A few weeks ago, we were talking about whether companies like Facebook and Twitter should ban all paid political advertising from their platforms. Now the debate has narrowed to a secondary question: Where political ads are allowed, should their micro-targeting be prohibited? Google is the first to make this restriction formal policy: The company announced on Wednesday that it will “stop allowing highly targeted political ads on its platform” and limit the steering of such messages only to large interest categories. On Thursday, news broke that Facebook, too, may soon prevent “campaigns from targeting only very small groups of people.” These policy changes are designed to curb the negative consequences of the disinformation problem and legitimate political advertising—but they may end up doing little good.

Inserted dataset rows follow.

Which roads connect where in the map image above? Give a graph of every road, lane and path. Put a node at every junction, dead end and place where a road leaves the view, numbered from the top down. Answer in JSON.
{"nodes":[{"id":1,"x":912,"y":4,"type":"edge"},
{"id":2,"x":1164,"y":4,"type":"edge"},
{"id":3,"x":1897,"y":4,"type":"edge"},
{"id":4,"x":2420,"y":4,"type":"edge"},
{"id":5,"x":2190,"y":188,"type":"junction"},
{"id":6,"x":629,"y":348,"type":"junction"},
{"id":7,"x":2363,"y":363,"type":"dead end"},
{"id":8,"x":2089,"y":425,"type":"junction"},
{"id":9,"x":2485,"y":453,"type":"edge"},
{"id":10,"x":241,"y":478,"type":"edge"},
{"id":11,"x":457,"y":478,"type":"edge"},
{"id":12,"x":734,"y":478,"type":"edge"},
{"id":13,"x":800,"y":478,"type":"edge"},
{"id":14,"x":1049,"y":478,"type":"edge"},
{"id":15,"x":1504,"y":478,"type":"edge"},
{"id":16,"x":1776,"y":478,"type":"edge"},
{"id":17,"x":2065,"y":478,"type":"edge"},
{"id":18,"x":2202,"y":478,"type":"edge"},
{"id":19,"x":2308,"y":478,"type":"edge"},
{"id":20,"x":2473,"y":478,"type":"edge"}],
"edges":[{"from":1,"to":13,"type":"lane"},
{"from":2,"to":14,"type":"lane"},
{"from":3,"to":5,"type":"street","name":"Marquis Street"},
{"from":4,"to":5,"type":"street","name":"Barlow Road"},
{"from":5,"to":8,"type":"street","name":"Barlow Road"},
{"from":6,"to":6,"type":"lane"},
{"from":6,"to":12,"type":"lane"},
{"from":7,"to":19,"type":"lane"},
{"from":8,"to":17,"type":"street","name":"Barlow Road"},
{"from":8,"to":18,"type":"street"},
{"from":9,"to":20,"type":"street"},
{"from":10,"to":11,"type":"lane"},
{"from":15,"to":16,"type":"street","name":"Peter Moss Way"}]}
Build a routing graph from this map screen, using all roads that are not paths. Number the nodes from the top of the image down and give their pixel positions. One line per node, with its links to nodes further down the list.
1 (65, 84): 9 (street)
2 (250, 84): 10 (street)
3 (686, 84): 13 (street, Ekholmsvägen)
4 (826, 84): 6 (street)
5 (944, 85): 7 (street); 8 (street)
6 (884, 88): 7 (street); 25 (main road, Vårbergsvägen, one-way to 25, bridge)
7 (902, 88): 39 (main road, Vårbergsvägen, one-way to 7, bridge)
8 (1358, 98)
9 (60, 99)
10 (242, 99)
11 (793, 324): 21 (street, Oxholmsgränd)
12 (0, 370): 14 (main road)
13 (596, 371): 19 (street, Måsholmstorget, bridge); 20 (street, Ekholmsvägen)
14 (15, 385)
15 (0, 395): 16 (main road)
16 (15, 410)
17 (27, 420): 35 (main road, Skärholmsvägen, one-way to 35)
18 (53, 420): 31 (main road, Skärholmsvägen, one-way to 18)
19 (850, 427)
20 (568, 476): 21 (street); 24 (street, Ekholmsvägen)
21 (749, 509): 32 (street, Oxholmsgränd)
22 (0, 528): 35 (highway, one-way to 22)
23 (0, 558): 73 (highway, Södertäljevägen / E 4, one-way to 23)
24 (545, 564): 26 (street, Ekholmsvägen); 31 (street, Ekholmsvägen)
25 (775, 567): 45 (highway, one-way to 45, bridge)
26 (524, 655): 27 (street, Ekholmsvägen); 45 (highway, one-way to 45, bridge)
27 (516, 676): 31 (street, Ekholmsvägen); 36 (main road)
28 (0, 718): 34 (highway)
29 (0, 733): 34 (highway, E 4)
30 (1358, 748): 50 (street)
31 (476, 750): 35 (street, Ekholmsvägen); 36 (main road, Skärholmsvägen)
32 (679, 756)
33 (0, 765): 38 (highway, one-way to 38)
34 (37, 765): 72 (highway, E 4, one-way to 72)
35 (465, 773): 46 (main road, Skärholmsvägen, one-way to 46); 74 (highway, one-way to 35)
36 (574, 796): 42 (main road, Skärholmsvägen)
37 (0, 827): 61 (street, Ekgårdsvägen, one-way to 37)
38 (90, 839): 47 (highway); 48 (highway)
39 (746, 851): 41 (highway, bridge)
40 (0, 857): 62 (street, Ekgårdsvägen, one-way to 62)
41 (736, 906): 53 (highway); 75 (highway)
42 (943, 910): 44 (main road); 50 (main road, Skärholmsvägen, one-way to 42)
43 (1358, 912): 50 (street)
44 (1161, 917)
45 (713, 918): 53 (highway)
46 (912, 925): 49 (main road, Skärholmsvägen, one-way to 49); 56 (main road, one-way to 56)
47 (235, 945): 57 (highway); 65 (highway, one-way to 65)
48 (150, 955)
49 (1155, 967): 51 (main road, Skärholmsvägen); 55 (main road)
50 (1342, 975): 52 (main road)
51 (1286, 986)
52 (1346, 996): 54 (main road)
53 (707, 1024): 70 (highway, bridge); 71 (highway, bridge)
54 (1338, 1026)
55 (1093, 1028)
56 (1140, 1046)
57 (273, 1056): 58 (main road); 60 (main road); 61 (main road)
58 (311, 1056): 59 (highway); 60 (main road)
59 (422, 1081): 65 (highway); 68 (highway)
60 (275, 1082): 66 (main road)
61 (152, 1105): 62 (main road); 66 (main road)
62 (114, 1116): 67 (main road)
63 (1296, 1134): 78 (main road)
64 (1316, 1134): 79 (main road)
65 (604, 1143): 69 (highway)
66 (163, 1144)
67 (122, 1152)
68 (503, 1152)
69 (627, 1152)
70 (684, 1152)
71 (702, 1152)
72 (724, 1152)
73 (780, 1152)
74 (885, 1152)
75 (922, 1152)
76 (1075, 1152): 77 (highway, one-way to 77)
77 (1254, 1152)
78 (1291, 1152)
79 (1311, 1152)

For Mark Zuckerberg in particular, one bombshell has chased the last. Last month, he proclaimed at Georgetown University that his company would take a general stance against censorship in the political context—including over any content, false or true, disseminated by politicians as advertisements over his platforms. That laissez-faire approach to content moderation was met with absolute vilification by many technology experts and critics alike. A few days later, Twitter chief Jack Dorsey made an equally strong announcement, stating that his company was shuttering all political advertising over the platform, effective later this month—essentially, the diametrical opposite of Facebook’s stated position. On November 4, Zuckerberg acceded to meet over dinner with civil rights advocates who had serious concerns about the potential for uncensored political advertising to undermine the interests of marginalized American communities.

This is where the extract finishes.